空間に調和する下足入れと四角い物干しバー
玄関ドアを開けると土間が真っすぐ奥へと伸びており、正面の大きなFIX窓の向こうのテラスへと視線が抜けていきます。
玄関とリビングの間に仕切りがない開放的なつくりも特徴。玄関にシューズクロークはありませんが、壁一面に大きな下駄箱が造作されており、そこにたっぷりと靴を収納できます。
〈奥様〉 壁と一体化しつつも、ある程度存在感を出したいと思い、造って頂いた下足入れです。
〈ご主人〉 家づくりをしている時に、ちょうど仕事で新しいスパ施設の建築現場に携わっていて、そこで女性用のクロークに使われていたポリ合板の色と柄がいいなと思い、同じLP-682(アイカ工業)を採用しました。くすんだ感じが空間に合っていて気に入っています。あと、壁のように見せたかったので、取っ手がないデザインにして頂きました。
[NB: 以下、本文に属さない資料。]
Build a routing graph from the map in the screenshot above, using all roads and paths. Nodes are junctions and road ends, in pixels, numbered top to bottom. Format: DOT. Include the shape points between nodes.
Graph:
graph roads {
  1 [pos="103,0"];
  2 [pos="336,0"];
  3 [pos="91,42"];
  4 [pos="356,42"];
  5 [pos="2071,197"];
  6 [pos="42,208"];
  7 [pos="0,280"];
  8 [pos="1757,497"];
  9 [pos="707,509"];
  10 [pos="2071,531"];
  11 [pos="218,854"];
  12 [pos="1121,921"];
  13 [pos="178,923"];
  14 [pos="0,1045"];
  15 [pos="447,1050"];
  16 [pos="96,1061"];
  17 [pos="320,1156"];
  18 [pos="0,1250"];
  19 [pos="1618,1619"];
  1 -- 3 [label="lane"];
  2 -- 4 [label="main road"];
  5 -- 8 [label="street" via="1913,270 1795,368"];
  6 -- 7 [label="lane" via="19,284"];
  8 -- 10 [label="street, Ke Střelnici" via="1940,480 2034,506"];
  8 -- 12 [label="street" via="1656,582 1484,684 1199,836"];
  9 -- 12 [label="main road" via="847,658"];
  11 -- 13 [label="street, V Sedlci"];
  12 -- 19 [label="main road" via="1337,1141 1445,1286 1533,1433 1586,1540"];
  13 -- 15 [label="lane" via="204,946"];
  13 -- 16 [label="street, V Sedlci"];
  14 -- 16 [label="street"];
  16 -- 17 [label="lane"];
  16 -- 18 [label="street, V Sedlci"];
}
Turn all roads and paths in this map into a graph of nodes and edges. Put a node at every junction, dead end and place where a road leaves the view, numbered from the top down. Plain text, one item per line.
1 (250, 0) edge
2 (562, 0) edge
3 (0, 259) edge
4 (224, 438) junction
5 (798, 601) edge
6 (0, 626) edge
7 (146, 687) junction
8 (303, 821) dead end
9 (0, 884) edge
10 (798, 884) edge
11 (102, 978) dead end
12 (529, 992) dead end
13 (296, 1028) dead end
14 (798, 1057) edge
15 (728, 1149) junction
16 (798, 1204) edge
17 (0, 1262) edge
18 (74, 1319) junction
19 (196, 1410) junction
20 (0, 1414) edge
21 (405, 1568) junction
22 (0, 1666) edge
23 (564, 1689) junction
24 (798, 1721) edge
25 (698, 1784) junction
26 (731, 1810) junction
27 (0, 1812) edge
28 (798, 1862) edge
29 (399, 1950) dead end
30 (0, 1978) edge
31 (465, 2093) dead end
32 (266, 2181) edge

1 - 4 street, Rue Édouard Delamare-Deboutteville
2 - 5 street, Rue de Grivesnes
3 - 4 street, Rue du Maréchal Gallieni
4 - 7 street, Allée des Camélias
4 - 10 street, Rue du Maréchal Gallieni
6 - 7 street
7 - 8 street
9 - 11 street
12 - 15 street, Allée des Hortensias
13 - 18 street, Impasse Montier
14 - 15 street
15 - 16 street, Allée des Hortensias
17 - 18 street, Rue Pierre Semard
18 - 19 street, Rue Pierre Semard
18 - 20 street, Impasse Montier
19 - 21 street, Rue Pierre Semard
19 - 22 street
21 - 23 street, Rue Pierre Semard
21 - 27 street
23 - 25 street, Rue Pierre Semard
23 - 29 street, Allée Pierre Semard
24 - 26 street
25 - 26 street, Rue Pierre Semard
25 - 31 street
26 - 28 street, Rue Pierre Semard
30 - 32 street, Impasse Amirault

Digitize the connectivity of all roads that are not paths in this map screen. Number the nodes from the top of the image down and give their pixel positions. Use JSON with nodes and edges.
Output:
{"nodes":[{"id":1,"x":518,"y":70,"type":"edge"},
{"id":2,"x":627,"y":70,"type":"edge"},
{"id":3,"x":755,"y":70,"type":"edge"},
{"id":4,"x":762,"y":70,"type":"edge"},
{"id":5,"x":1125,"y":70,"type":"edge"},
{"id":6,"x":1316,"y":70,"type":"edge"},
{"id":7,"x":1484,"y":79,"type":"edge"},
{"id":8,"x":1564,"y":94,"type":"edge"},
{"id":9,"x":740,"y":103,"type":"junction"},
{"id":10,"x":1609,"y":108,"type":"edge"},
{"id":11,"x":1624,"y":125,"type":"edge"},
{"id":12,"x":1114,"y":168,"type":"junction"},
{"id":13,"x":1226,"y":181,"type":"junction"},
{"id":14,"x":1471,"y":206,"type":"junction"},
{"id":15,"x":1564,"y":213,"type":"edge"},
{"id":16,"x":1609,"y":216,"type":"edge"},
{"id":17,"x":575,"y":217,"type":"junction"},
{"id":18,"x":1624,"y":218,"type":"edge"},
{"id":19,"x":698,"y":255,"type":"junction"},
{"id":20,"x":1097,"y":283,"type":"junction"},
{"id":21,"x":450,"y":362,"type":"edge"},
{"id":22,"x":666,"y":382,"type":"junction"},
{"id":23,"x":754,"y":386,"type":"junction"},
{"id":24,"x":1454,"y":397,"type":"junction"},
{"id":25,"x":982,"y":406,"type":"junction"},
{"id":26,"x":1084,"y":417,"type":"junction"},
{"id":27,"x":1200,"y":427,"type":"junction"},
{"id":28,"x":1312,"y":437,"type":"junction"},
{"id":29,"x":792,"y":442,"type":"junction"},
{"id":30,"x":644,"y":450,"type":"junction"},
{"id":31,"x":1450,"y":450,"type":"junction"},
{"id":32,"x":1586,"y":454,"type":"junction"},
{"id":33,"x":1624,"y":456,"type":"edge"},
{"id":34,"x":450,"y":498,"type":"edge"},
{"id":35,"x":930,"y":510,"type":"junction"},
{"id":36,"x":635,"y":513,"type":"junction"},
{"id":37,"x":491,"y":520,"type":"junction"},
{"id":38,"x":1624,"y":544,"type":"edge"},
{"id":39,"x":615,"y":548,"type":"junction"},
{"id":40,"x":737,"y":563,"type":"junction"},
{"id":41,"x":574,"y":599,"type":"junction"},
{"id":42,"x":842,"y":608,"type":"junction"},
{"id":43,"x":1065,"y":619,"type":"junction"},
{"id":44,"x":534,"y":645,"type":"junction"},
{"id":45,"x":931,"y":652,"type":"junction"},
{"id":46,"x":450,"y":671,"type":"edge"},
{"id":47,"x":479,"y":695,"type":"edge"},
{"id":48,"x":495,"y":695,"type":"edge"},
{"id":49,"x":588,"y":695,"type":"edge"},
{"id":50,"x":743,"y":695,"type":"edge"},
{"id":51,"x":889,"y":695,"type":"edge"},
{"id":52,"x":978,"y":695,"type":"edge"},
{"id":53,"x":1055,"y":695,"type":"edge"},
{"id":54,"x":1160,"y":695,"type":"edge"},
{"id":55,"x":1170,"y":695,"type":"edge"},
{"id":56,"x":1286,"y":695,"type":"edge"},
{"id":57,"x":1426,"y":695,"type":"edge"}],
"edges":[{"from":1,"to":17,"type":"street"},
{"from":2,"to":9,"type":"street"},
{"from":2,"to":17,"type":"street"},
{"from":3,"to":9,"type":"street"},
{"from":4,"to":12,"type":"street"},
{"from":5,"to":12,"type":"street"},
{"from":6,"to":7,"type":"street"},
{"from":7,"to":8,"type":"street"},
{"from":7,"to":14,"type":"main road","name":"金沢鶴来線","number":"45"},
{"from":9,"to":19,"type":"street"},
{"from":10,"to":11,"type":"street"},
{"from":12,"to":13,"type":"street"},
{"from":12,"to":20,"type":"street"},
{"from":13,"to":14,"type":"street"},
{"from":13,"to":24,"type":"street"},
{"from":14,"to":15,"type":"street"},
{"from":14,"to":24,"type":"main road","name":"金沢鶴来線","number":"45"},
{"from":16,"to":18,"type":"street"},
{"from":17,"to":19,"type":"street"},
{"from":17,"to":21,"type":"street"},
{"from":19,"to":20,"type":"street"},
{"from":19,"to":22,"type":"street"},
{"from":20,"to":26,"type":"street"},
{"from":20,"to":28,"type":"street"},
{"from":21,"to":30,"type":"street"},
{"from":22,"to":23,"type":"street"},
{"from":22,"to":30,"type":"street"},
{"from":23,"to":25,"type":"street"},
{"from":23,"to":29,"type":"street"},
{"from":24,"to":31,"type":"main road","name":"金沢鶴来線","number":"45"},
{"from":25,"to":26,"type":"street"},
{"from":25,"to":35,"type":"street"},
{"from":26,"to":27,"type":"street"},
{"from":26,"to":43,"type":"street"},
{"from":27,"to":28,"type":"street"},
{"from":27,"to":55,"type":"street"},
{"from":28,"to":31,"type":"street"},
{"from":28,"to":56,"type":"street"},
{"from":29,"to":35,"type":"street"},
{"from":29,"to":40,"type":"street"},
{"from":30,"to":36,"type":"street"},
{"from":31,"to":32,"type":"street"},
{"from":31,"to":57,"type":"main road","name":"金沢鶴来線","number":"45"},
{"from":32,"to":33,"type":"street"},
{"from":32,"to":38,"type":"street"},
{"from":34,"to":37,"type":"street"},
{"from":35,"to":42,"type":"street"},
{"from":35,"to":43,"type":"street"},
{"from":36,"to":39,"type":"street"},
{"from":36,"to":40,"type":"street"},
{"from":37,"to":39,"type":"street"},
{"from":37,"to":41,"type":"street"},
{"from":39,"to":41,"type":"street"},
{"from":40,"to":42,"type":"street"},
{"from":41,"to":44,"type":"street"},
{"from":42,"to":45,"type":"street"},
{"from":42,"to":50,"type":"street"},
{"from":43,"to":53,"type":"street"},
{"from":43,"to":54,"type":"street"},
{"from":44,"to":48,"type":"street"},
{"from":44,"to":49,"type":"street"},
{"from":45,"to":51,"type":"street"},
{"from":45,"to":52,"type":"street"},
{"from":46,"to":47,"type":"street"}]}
〈松尾さん〉 アイカ工業のポリ板やメラミンはすごい技術で、天然木の突板と並べても違いが分からなくなってきています。取っ手を付けずに“手掛け”を希望されることが最近は増えてきていますね。
〈奥様〉 それから下足入れの隣にある物干しバーのkacu(森田アルミ工業)は角ばったデザインがいいなと思って選んだものです。この物干しはコートや濡れた上着を掛けておくのに便利ですし、ただハンガーを掛けておくだけでもかっこいいですね。
壁紙はマットな白をベースに、グレージュをプラス
リビングの中を見渡すと、バランスよく配された窓から注ぐ光が白い壁にやわらかい陰影をつくり出しています。こちらのマットな質感の壁はビニルクロスで、XB-747(※現在の品番はXB-152)(リリカラ)。また、天井はグレージュのビニルクロスで、SP2836(サンゲツ)を採用しています。
〈ご主人〉 この白い壁紙はCraftさんの完成見学会で初めて見て、塗り壁のような質感がビニルクロスっぽくないなと思い採用することにしました。それまで見てきたビニルクロスって、賃貸アパートやマンションでよく使われている、いかにもビニルクロス感があるものだったので。
〈奥様〉 ただ、壁も天井もすべて白だと落ち着かない感じがすると思い、天井にはグレージュのクロスを選びました。そうしたことで、よりリラックスできる落ち着いた空間になったと思います。
〈松尾さん〉 壁と建具を白にして垂直面に統一感を出し、天井の色だけを変えるというのは、まとまりやすいコーディネートですね。私はベースクロスは無地が好きなんですけど、ここで使っているXB-747(現XB-152)はよく最初に紹介します。そうすると、いろいろなクロスを見て頂いた後に「やっぱりこれがいいね」となることが多いですね。あとは、場所ごとにアクセントクロスを入れるかどうかという感じです。
昔は壁の仕上げに水性塗料もよく使っていたのですが、XB-747(現XB-152)は引いて見た感じがそれとよく似ています。塗装にするとメンテナンスが少し大変になりますし、コスト面でもこのクロスはいいなと思います。XBシリーズは多少厚みもありますので、下地の凹凸を拾うことも少なくきれいに仕上がりますね。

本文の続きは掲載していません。